Similar to Francoise Barre’-Sinoussi and Tu Youyou, Carol Greider overcame an obstacle and used that experience in a creative manner to approach science. Carol Greider was awarded the Nobel Prize in Physiology or Medicine in 2009 for her discovery of telomerase, which is an enzyme that lengthens telomeres. Greider also found out that telomerase and telomeres play a significant role in the aging process and cancer. Greider experienced dyslexia as a child and used creative methods and persistence to overcome the struggles associated with her condition. In elementary school, Greider was put in remedial classes because of her learning disability, and because of that, she thought of herself as ‘stupid’ because she “needed remedial help” (Carol Greider). In order to learn how to read, Greider taught herself to memorize words and letter order as opposed to the traditional way of reading by sounding out words. Her dyslexia posed another challenge when she was applying to graduate school because her graduate school entrance test scores were too low; thus, she was only accepted into two programs out of the eight that she applied to. Even though Greider’s dyslexia caused her numerous difficulties throughout life, it gave her a fresh and creative perspective that she was able to apply to her professional life. She approached research in the same creative style and with the unwavering persistence that she applied to overcome the struggles of dyslexia. By doing so, Greider was able to make a groundbreaking scientific discovery that earned her a Nobel Prize at 23 years old before earning her Ph.D. Throughout her scientific career, Greider has maintained a balance between her personal and professional life. Greider wants to encourage women to pursue science without having to choose between science or having a family. Like she learned through her experience with dyslexia, there’s always more than one way to accomplish a goal.

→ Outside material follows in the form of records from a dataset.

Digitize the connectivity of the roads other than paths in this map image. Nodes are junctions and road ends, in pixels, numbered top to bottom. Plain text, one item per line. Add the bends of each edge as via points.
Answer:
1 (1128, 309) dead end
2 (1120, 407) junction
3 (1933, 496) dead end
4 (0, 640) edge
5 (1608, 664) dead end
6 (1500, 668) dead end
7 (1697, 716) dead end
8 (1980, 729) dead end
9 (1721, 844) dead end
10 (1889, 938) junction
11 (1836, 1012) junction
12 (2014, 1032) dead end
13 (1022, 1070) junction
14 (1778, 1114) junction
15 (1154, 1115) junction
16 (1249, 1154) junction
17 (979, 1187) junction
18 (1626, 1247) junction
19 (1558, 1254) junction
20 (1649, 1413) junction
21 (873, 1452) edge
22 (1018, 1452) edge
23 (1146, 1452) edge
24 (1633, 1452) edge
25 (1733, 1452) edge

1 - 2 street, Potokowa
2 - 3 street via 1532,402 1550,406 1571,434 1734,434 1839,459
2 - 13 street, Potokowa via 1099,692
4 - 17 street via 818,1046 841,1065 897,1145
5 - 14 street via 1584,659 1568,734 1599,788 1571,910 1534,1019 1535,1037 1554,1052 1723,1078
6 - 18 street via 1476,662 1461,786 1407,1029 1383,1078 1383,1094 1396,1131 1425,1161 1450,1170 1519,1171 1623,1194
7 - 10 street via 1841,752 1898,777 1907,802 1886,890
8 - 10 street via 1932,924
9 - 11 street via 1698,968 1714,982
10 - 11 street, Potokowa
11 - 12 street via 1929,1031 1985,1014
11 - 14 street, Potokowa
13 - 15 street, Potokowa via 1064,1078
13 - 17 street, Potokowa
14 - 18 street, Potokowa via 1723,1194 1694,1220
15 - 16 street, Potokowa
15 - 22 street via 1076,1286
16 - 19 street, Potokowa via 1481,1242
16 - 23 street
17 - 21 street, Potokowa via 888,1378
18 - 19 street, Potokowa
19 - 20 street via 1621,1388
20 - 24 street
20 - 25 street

Francoise Barre’-Sinoussi, Tu Youyou, and Carol Greider are all trailblazing women in medicine who deserve honor and recognition for their impressive and life-changing work. All women were able to overcome obstacles in their lives-- whether it was immense pressure, sexism, a medical condition, or a learning disability-- to contribute to science and leave a lasting impact on mankind. Barre’-Sinoussi, Youyou, and Greider were also able to recognize the importance of balance, the limitations of science, the selflessness that science requires, and also the beauty of science as a whole. These three exceptional women all serve as role models for future scientists to look up to for inspiration.